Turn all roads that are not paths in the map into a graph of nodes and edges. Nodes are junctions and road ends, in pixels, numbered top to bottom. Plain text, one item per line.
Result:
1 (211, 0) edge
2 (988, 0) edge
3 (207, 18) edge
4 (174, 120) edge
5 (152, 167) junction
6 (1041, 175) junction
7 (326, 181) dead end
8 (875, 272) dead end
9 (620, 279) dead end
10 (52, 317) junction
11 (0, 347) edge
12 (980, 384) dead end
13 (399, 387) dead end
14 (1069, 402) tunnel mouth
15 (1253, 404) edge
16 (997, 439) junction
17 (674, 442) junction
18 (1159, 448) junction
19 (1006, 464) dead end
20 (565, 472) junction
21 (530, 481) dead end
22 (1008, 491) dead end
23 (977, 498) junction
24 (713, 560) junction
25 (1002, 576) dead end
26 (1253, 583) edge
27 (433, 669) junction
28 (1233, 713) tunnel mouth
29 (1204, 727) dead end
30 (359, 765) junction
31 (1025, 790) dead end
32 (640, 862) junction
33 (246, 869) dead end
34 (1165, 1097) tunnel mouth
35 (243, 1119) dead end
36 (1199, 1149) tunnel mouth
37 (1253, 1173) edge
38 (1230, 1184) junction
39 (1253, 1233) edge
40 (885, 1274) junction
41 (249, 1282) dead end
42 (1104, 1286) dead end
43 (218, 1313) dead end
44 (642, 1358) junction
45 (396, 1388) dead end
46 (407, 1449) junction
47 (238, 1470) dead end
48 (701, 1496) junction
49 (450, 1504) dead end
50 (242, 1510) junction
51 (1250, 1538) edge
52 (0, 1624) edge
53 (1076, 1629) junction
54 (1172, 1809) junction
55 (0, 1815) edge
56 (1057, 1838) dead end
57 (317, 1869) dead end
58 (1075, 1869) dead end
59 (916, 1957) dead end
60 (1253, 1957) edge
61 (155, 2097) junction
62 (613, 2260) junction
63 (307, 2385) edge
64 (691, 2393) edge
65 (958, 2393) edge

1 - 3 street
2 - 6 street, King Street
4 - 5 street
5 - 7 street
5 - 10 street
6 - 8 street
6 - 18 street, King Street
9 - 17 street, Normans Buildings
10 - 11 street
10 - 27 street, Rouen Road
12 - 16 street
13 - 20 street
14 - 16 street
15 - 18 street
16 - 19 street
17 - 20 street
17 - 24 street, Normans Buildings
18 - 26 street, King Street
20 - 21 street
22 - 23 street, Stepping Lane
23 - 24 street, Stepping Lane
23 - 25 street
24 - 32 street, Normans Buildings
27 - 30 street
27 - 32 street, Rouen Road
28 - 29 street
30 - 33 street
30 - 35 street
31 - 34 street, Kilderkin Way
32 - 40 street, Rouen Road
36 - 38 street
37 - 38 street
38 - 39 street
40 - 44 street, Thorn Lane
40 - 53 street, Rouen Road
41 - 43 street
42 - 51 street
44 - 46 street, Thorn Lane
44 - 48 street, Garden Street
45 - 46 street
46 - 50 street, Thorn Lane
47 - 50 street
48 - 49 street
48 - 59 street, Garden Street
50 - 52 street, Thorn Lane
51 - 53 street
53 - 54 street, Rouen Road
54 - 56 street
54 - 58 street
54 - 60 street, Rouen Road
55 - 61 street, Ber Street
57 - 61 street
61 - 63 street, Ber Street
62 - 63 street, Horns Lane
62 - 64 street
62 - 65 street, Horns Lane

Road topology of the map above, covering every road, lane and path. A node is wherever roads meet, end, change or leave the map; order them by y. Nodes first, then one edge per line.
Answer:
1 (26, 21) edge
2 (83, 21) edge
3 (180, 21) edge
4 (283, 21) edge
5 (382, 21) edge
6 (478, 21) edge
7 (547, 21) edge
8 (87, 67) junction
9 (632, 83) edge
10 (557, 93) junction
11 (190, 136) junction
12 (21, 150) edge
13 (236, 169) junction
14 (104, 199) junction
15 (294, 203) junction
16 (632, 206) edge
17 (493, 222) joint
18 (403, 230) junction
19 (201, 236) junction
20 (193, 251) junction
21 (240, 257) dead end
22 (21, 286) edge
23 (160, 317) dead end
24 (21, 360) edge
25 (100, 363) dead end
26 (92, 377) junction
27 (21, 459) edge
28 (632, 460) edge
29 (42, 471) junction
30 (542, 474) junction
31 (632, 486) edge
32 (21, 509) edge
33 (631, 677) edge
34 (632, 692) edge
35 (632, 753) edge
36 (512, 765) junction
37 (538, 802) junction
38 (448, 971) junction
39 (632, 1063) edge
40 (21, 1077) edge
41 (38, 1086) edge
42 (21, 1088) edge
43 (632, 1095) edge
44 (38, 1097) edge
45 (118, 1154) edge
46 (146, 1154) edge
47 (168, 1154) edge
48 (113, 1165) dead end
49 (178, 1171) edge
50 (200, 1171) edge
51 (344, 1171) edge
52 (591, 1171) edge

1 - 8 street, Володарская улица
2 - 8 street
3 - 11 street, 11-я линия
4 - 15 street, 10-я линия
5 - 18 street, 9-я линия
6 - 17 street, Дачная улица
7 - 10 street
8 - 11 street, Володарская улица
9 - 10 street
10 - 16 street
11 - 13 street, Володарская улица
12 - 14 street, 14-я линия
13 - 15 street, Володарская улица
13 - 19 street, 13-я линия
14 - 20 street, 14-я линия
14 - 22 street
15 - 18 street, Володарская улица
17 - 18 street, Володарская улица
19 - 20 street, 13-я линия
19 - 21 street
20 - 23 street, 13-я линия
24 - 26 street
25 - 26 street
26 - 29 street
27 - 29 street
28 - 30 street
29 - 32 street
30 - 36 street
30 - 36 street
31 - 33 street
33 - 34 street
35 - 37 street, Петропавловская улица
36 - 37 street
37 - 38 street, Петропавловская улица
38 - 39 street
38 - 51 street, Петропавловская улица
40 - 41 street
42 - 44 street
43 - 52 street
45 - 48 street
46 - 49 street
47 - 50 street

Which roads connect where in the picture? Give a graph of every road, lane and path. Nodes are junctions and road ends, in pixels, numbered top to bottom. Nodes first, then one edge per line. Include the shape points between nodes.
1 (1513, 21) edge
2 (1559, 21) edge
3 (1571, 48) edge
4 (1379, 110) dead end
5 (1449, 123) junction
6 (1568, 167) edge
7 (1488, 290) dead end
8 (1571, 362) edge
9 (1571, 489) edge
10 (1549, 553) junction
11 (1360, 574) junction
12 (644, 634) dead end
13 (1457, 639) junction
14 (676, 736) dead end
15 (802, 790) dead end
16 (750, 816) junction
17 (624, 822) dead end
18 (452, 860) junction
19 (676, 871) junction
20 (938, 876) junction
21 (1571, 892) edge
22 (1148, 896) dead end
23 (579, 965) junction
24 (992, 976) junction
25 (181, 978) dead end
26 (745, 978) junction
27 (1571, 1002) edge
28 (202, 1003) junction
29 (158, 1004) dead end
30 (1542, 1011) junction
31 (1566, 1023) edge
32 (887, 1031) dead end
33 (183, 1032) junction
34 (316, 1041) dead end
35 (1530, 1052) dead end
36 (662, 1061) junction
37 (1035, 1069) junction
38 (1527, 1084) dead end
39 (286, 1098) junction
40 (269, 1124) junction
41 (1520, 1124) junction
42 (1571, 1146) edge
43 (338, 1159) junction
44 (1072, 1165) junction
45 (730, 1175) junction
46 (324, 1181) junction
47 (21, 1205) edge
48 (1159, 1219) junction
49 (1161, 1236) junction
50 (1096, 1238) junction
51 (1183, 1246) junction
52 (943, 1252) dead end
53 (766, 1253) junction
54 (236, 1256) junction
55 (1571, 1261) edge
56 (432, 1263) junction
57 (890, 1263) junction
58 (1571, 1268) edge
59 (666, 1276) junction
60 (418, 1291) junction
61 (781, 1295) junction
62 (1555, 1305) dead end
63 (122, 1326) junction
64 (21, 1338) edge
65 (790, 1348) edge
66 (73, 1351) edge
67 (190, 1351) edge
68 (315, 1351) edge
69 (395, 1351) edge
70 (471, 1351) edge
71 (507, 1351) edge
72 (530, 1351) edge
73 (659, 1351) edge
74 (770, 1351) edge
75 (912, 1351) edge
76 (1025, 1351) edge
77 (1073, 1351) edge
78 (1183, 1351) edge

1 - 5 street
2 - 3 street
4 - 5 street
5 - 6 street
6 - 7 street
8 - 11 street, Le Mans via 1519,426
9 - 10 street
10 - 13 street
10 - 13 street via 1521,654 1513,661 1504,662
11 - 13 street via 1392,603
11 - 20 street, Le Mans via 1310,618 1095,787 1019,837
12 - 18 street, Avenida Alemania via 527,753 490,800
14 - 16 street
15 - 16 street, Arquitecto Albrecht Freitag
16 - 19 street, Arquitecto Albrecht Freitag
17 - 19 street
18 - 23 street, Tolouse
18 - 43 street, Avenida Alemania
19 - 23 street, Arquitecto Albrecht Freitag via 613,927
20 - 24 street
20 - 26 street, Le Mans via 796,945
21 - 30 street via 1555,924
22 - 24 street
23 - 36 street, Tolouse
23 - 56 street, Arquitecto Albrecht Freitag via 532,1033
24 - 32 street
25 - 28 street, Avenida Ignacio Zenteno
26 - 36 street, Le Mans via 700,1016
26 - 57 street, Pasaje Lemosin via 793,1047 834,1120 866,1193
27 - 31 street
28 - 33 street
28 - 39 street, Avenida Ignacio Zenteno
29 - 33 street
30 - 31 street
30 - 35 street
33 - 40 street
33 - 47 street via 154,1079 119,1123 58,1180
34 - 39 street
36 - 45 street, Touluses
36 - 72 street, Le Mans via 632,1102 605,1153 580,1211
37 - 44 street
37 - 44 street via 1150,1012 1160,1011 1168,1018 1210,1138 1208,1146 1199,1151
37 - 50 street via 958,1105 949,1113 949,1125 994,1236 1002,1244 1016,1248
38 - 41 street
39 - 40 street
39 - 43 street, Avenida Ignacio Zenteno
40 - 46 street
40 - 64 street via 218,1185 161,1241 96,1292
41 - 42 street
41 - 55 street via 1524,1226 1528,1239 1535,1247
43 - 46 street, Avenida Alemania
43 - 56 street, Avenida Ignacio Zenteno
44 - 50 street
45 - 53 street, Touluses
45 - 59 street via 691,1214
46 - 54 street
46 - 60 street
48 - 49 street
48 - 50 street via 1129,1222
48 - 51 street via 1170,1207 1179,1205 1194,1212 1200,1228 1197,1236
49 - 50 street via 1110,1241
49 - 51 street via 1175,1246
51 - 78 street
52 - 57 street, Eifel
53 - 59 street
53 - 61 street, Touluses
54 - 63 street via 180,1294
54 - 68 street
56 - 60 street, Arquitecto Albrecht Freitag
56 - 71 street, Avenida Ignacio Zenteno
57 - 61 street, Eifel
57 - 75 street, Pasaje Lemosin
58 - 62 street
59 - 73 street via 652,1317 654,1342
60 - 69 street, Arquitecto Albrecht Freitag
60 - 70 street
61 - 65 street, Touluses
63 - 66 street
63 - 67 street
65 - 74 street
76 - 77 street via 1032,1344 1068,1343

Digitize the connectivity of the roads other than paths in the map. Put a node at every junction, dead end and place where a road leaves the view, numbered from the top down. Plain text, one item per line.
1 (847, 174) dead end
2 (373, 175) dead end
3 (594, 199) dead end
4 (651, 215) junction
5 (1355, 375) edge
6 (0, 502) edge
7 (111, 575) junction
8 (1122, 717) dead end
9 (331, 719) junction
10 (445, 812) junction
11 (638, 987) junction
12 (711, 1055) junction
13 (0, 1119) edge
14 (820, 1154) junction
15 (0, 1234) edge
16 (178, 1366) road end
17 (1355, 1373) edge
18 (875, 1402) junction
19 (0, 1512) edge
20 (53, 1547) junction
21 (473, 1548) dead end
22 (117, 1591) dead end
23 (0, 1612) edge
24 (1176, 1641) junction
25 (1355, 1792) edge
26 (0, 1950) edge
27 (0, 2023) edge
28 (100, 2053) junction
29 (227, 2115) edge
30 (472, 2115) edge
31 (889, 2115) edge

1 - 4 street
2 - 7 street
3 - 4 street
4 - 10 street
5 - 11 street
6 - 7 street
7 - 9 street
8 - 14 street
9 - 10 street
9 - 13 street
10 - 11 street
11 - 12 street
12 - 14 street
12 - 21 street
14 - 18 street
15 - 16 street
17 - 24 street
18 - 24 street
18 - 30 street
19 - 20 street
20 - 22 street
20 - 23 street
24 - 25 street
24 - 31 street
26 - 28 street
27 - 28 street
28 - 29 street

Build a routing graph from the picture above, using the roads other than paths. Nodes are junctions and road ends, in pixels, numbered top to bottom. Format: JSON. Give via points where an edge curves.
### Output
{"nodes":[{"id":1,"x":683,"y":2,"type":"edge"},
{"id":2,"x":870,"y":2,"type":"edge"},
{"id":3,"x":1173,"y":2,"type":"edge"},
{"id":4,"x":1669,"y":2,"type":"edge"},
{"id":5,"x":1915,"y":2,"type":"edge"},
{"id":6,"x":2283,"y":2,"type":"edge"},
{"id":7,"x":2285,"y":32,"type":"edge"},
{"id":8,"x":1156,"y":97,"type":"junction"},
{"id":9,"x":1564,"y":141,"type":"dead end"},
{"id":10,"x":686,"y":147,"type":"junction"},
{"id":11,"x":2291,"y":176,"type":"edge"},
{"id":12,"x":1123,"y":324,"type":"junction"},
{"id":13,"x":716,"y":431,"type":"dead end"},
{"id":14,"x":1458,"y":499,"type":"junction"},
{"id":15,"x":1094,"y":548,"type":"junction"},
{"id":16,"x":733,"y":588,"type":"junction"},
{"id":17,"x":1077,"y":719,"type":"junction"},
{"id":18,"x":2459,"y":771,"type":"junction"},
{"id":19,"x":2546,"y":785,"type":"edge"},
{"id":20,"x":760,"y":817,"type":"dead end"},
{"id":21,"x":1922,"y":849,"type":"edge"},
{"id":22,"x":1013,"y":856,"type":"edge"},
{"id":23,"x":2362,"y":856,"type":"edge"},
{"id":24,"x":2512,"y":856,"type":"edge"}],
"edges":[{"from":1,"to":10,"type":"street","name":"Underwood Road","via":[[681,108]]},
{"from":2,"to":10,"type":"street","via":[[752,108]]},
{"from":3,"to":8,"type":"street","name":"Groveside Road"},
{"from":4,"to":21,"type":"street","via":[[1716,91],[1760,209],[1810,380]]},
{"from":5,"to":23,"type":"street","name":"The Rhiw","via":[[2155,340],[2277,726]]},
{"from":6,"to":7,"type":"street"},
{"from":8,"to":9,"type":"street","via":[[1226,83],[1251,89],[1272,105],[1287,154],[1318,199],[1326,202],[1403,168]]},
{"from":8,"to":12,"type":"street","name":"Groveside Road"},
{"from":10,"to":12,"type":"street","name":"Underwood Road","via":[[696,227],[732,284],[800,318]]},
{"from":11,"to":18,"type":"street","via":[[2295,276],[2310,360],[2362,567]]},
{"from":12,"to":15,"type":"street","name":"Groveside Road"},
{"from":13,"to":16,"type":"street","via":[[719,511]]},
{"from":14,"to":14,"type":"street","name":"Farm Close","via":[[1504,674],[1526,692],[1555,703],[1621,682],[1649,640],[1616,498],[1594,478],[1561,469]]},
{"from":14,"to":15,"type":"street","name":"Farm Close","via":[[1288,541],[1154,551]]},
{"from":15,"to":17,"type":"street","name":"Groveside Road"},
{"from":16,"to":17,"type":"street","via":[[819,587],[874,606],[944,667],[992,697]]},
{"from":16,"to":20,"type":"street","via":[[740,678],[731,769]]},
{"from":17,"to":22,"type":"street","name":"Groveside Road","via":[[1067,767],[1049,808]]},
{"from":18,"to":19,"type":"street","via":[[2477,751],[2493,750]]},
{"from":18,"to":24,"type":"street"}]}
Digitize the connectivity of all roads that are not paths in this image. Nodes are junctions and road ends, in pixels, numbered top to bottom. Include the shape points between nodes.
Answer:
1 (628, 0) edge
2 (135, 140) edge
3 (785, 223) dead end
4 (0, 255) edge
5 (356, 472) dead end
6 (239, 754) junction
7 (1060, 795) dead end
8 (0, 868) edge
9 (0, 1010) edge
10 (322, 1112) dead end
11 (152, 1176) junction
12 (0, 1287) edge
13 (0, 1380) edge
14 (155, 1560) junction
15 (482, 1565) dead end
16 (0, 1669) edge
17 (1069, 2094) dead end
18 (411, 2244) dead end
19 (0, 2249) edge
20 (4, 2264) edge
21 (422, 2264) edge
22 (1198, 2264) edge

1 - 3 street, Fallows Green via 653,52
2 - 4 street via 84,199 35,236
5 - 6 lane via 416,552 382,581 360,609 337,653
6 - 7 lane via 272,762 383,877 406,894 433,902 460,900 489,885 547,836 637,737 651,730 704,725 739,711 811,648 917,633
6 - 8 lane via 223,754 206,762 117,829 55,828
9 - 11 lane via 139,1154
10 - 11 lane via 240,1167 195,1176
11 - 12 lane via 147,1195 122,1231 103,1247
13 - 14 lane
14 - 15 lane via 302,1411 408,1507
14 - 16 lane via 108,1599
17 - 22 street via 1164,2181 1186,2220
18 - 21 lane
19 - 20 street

AIM OF THE TASK - Search the preceding listing for "text", then copy every line that holds it.

PROBLEM SOLUTION -
Turn all roads that are not paths in the map into a graph of nodes and edges. Nodes are junctions and road ends, in pixels, numbered top to bottom. Plain text, one item per line.
Digitize the connectivity of the roads other than paths in the map. Put a node at every junction, dead end and place where a road leaves the view, numbered from the top down. Plain text, one item per line.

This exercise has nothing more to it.